L’UNEF s’était fortement mobilisée (aux côtés d’HIPPOCAMPE et de l’UEJF) pour obtenir cette condamnation et une interdiction d’enseigner à l’Université Jean Moulin Lyon III pour M. Gollnisch.
Elle continue de dénoncer les propos tenus par M. Gollnisch en octobre 2004 lors d’une conférence et se mobilisera pour empêcher sa réintégration au poste d’enseignant-chercheur. La décision de justice ne remet en effet nullement en cause celle du CNESER disciplinaire ( Conseil National de l’Enseignement Supérieur et de la Recherche ), validé par le Conseil d’État qui a condamné M. Gollnisch à une impossibilité d’enseigner.
L’UNEF Lyon considère que l’idéologie véhiculée par Bruno Gollnisch depuis plusieurs années est en contradiction avec les valeurs républicaines qui doivent être délivrées à l’Université et se battra donc pour que cette interdiction d’enseigner se prolonge jusqu’à la retraite de M. Gollnisch.
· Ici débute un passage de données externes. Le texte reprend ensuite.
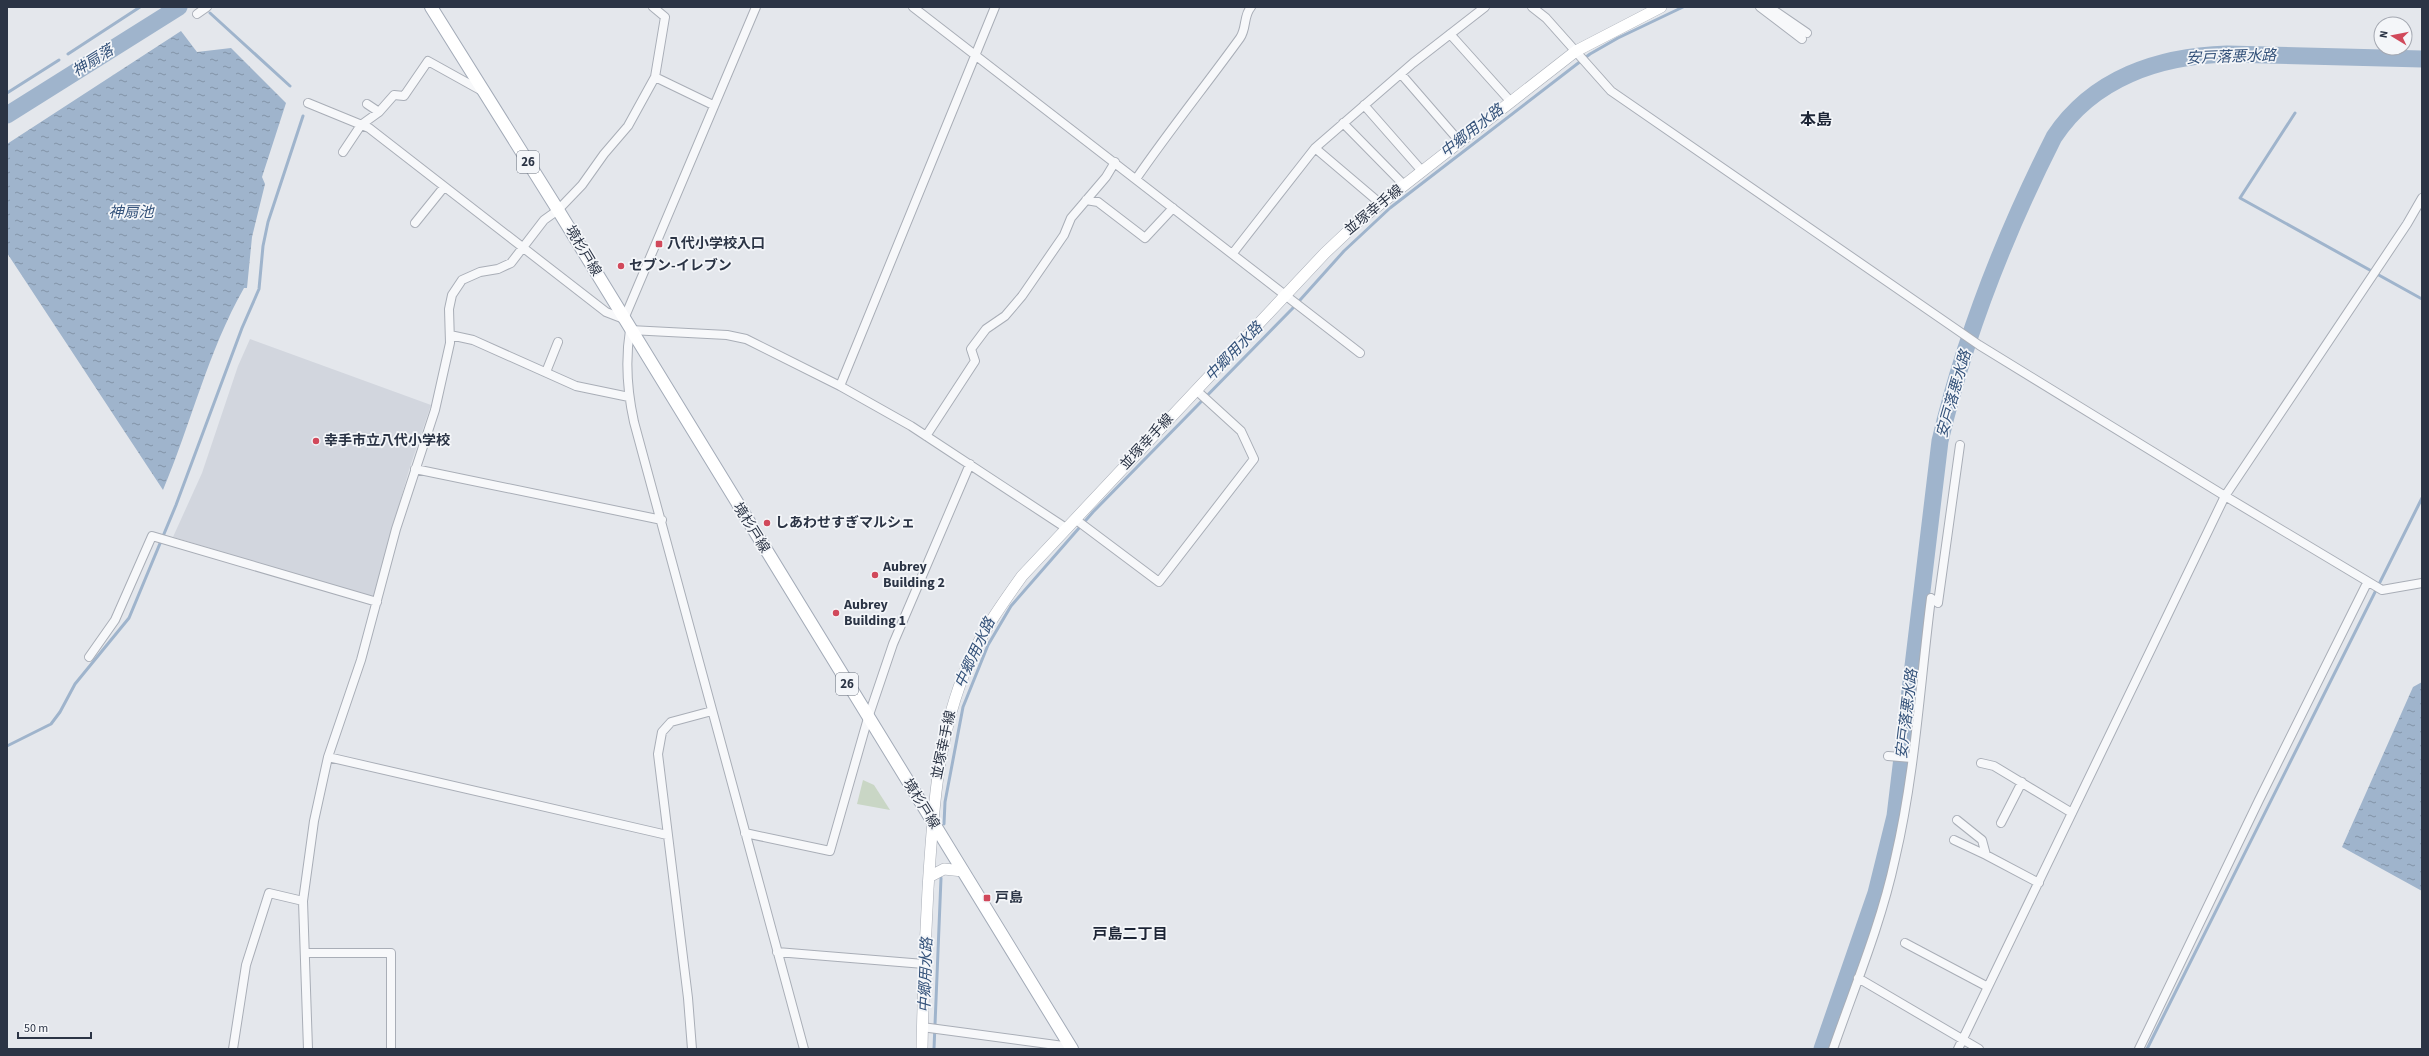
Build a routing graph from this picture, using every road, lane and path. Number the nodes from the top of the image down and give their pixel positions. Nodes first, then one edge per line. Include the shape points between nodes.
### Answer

L’UNEF Lyon estime que cette période de l’histoire ne peut tolérer d’être utilisée à des fins de provocation politique. Elle organisera ce samedi à 19h00 un dépôt de gerbe dans la cour du Centre d’histoire de la résistance et de la déportation pour rendre hommage aux 300 étudiants tombés pendant la deuxième guerre mondiale pour avoir lutter contre le nazisme et l’antisémitisme.